Although the global economic recession had a significant negative impact on the Dutch chemicals industry, the last quarter of 2010 and the first quarter of 2011 have shown a positive trend. According to Statistics Netherlands, the Chemical Processing Industry in the Netherlands, for instance has grown its output by 3% and increased sales by 22% in the first quarter of 2011 as compared to the same period last year.

Attractive to the Indian chemicals industry

The US$ 30 billion strong Indian chemical industry is the twelfth largest in the world by production volume and is growing rapidly. About one-thirds of the chemicals produced are consumed domestically and Europe is the 2nd largest export destination after other Asian countries.

Indian chemical companies are looking to expand their global footprint and the European market is still large and attractive.
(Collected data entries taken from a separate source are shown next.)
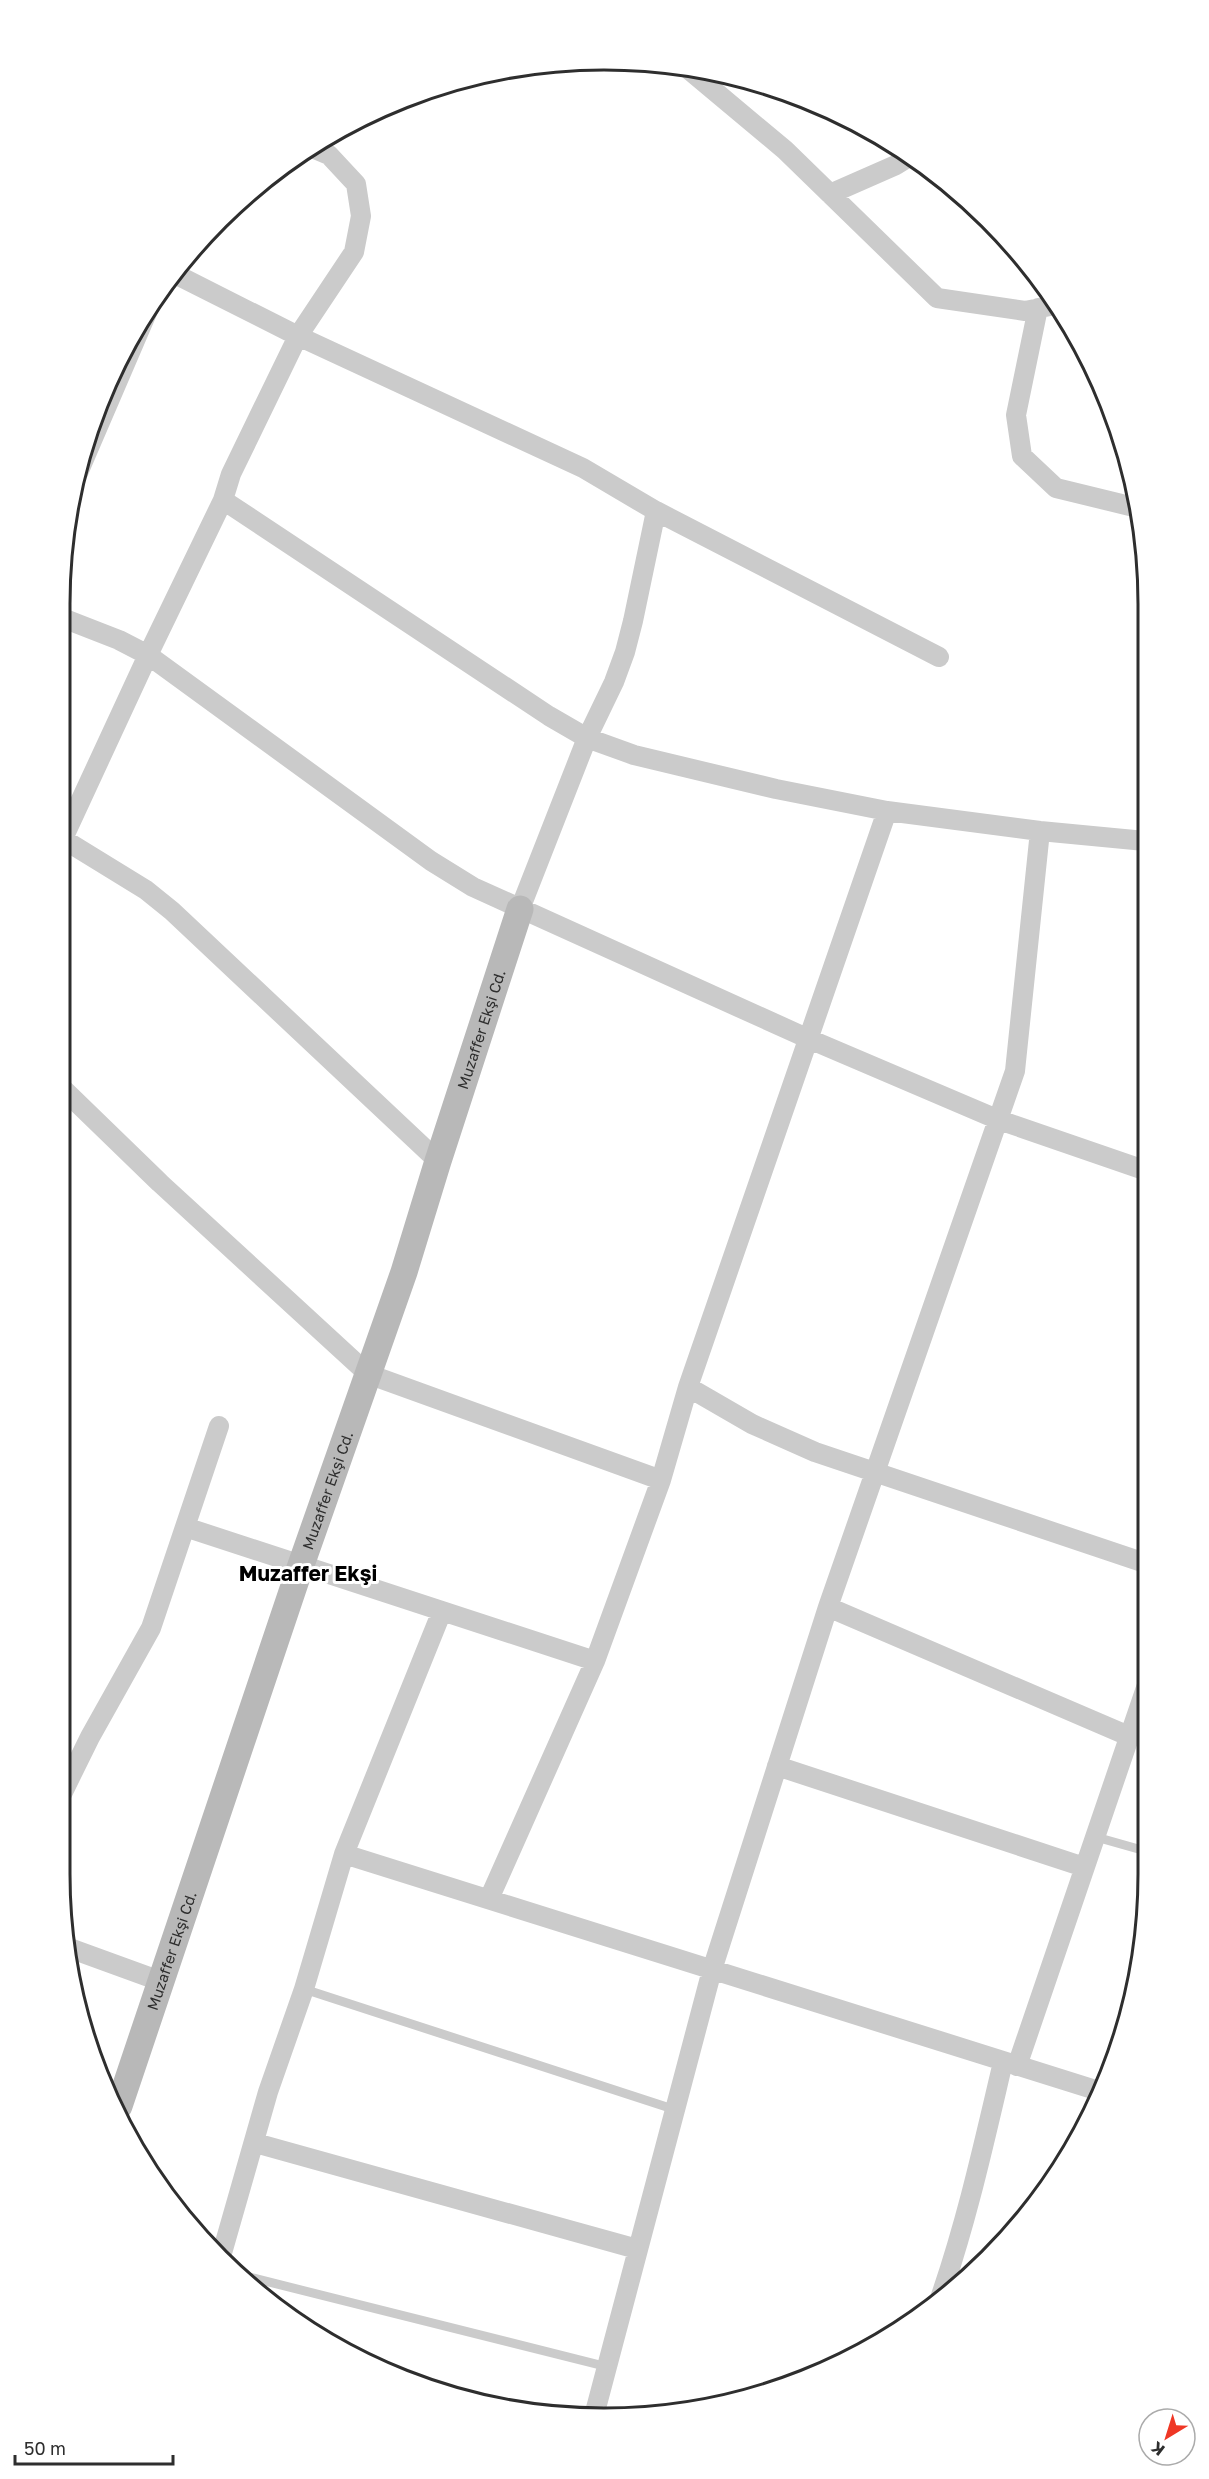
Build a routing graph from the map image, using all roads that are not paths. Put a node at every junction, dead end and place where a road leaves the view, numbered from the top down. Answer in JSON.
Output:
{"nodes":[{"id":1,"x":701,"y":80,"type":"edge"},
{"id":2,"x":322,"y":152,"type":"edge"},
{"id":3,"x":902,"y":161,"type":"edge"},
{"id":4,"x":830,"y":194,"type":"junction"},
{"id":5,"x":182,"y":278,"type":"edge"},
{"id":6,"x":1046,"y":307,"type":"edge"},
{"id":7,"x":298,"y":336,"type":"junction"},
{"id":8,"x":223,"y":500,"type":"junction"},
{"id":9,"x":1129,"y":506,"type":"edge"},
{"id":10,"x":656,"y":511,"type":"junction"},
{"id":11,"x":70,"y":620,"type":"edge"},
{"id":12,"x":148,"y":655,"type":"junction"},
{"id":13,"x":939,"y":657,"type":"dead end"},
{"id":14,"x":587,"y":738,"type":"junction"},
{"id":15,"x":887,"y":810,"type":"junction"},
{"id":16,"x":70,"y":823,"type":"edge"},
{"id":17,"x":1040,"y":831,"type":"junction"},
{"id":18,"x":1138,"y":840,"type":"edge"},
{"id":19,"x":70,"y":847,"type":"edge"},
{"id":20,"x":520,"y":909,"type":"junction"},
{"id":21,"x":809,"y":1040,"type":"junction"},
{"id":22,"x":70,"y":1096,"type":"edge"},
{"id":23,"x":999,"y":1120,"type":"junction"},
{"id":24,"x":438,"y":1161,"type":"junction"},
{"id":25,"x":1138,"y":1168,"type":"edge"},
{"id":26,"x":368,"y":1374,"type":"junction"},
{"id":27,"x":688,"y":1387,"type":"junction"},
{"id":28,"x":219,"y":1426,"type":"dead end"},
{"id":29,"x":877,"y":1473,"type":"junction"},
{"id":30,"x":661,"y":1480,"type":"junction"},
{"id":31,"x":185,"y":1527,"type":"junction"},
{"id":32,"x":1138,"y":1561,"type":"edge"},
{"id":33,"x":301,"y":1565,"type":"junction"},
{"id":34,"x":828,"y":1607,"type":"junction"},
{"id":35,"x":442,"y":1611,"type":"junction"},
{"id":36,"x":595,"y":1662,"type":"junction"},
{"id":37,"x":1138,"y":1714,"type":"edge"},
{"id":38,"x":1131,"y":1737,"type":"junction"},
{"id":39,"x":777,"y":1766,"type":"junction"},
{"id":40,"x":70,"y":1778,"type":"edge"},
{"id":41,"x":1096,"y":1837,"type":"junction"},
{"id":42,"x":1138,"y":1849,"type":"edge"},
{"id":43,"x":344,"y":1854,"type":"junction"},
{"id":44,"x":1084,"y":1867,"type":"junction"},
{"id":45,"x":489,"y":1899,"type":"junction"},
{"id":46,"x":76,"y":1950,"type":"edge"},
{"id":47,"x":712,"y":1970,"type":"junction"},
{"id":48,"x":160,"y":1981,"type":"junction"},
{"id":49,"x":304,"y":1989,"type":"junction"},
{"id":50,"x":1010,"y":2064,"type":"junction"},
{"id":51,"x":1093,"y":2089,"type":"edge"},
{"id":52,"x":121,"y":2100,"type":"edge"},
{"id":53,"x":676,"y":2109,"type":"junction"},
{"id":54,"x":255,"y":2143,"type":"junction"},
{"id":55,"x":223,"y":2248,"type":"edge"},
{"id":56,"x":637,"y":2249,"type":"junction"},
{"id":57,"x":255,"y":2279,"type":"edge"},
{"id":58,"x":945,"y":2286,"type":"edge"},
{"id":59,"x":608,"y":2367,"type":"junction"},
{"id":60,"x":596,"y":2408,"type":"edge"}],
"edges":[{"from":1,"to":4,"type":"street"},
{"from":2,"to":7,"type":"street"},
{"from":3,"to":4,"type":"street"},
{"from":4,"to":6,"type":"street"},
{"from":5,"to":7,"type":"street"},
{"from":6,"to":9,"type":"street"},
{"from":7,"to":8,"type":"street"},
{"from":7,"to":10,"type":"street"},
{"from":8,"to":12,"type":"street"},
{"from":8,"to":14,"type":"street"},
{"from":10,"to":13,"type":"street"},
{"from":10,"to":14,"type":"street"},
{"from":11,"to":12,"type":"street"},
{"from":12,"to":16,"type":"street"},
{"from":12,"to":20,"type":"street"},
{"from":14,"to":15,"type":"street"},
{"from":14,"to":20,"type":"street"},
{"from":15,"to":17,"type":"street"},
{"from":15,"to":21,"type":"street"},
{"from":17,"to":18,"type":"street"},
{"from":17,"to":23,"type":"street"},
{"from":19,"to":24,"type":"street"},
{"from":20,"to":21,"type":"street"},
{"from":20,"to":24,"type":"street","name":"Muzaffer Ekşi Cd."},
{"from":21,"to":23,"type":"street"},
{"from":21,"to":27,"type":"street"},
{"from":22,"to":26,"type":"street"},
{"from":23,"to":25,"type":"street"},
{"from":23,"to":29,"type":"street"},
{"from":24,"to":26,"type":"street","name":"Muzaffer Ekşi Cd."},
{"from":26,"to":30,"type":"street"},
{"from":26,"to":33,"type":"street","name":"Muzaffer Ekşi Cd."},
{"from":27,"to":29,"type":"street"},
{"from":27,"to":30,"type":"street"},
{"from":28,"to":31,"type":"street"},
{"from":29,"to":32,"type":"street"},
{"from":29,"to":34,"type":"street"},
{"from":30,"to":36,"type":"street"},
{"from":31,"to":33,"type":"street"},
{"from":31,"to":40,"type":"street"},
{"from":33,"to":35,"type":"street"},
{"from":33,"to":48,"type":"street","name":"Muzaffer Ekşi Cd."},
{"from":34,"to":38,"type":"street"},
{"from":34,"to":39,"type":"street"},
{"from":35,"to":36,"type":"street"},
{"from":35,"to":43,"type":"street"},
{"from":36,"to":45,"type":"street"},
{"from":37,"to":38,"type":"street"},
{"from":38,"to":41,"type":"street"},
{"from":39,"to":44,"type":"street"},
{"from":39,"to":47,"type":"street"},
{"from":41,"to":42,"type":"lane"},
{"from":41,"to":44,"type":"street"},
{"from":43,"to":45,"type":"street"},
{"from":43,"to":49,"type":"street"},
{"from":44,"to":50,"type":"street"},
{"from":45,"to":47,"type":"street"},
{"from":46,"to":48,"type":"street"},
{"from":47,"to":50,"type":"street"},
{"from":47,"to":53,"type":"street"},
{"from":48,"to":52,"type":"street","name":"Muzaffer Ekşi Cd."},
{"from":49,"to":53,"type":"lane"},
{"from":49,"to":54,"type":"street"},
{"from":50,"to":51,"type":"street"},
{"from":50,"to":58,"type":"street"},
{"from":53,"to":56,"type":"street"},
{"from":54,"to":55,"type":"street"},
{"from":54,"to":56,"type":"street"},
{"from":56,"to":59,"type":"street"},
{"from":57,"to":59,"type":"lane"},
{"from":59,"to":60,"type":"street"}]}
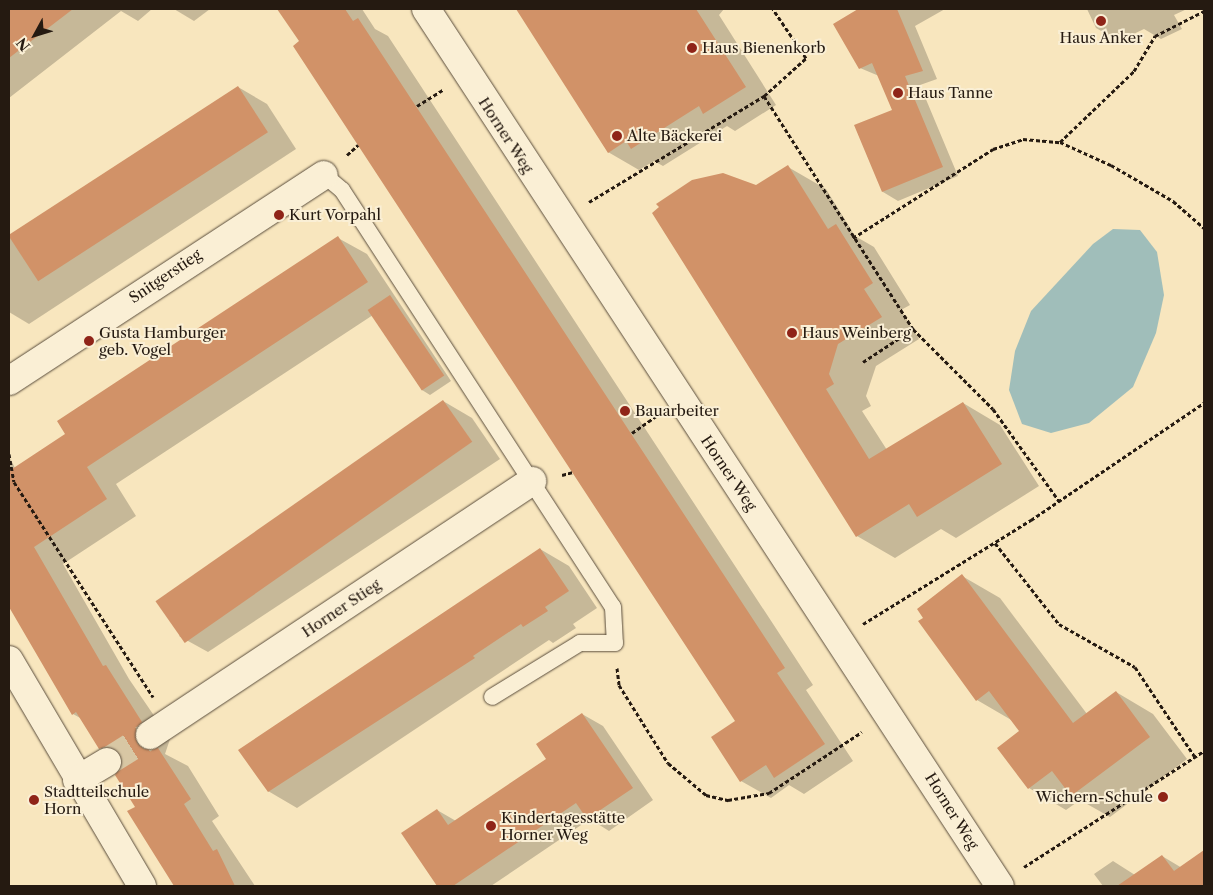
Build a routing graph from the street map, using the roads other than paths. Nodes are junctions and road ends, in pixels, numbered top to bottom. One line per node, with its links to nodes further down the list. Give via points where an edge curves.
1 (426, 9): 10 (street, Horner Weg, via 560,219 840,638)
2 (324, 175): 3 (street, Snitgerstieg); 4 (lane, via 342,190)
3 (9, 381)
4 (532, 481): 6 (lane, via 613,607 615,643 580,643); 7 (street, Horner Stieg)
5 (9, 660): 9 (street)
6 (492, 697)
7 (160, 729)
8 (107, 762): 9 (street)
9 (77, 780): 11 (street)
10 (999, 885)
11 (142, 886)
From this perspective, Indian companies seeking to establish a base in continental Europe would find various advantages in choosing The Netherlands as their investment destination of choice.

The Netherlands boasts of Rotterdam, Europe’s largest port and one specially equipped to service the oil chemicals industry, with excellent transportation connections into Europe via pipeline, road, barge and rail. About 60% of the port’s land is dedicated to oil and chemicals and the port boasts18 third-party tank storage and distribution terminals for oil and chemicals. The presence of processing capacity as well as suppliers, buyers and service industries offers multinational companies makes Rotterdam particularly attractive. Over 1,000 international companies are located in the city and it’s a growing number.

Furthermore, cooperation between companies ensures minimum wastage and lower costs for companies as one company’s waste is often another’s input material. This has been a real differentiator for Rotterdam Port and the Netherlands in being attractive to companies in the oil and chemicals industry. The Netherlands’ also offers tax advantages, an internationally oriented business environment, and a quick set-up time owing to investor-friendly rules and a host of organisations that assist new investors.

Indian companies in other sectors, especially information technology, have already recognized the benefits of locating in the Netherlands. United Phosphorus Limited (UPL) and Dishman Pharmaceuticals are some Indian companies from the chemicals sector that have invested in The Netherlands recently. More are likely to follow.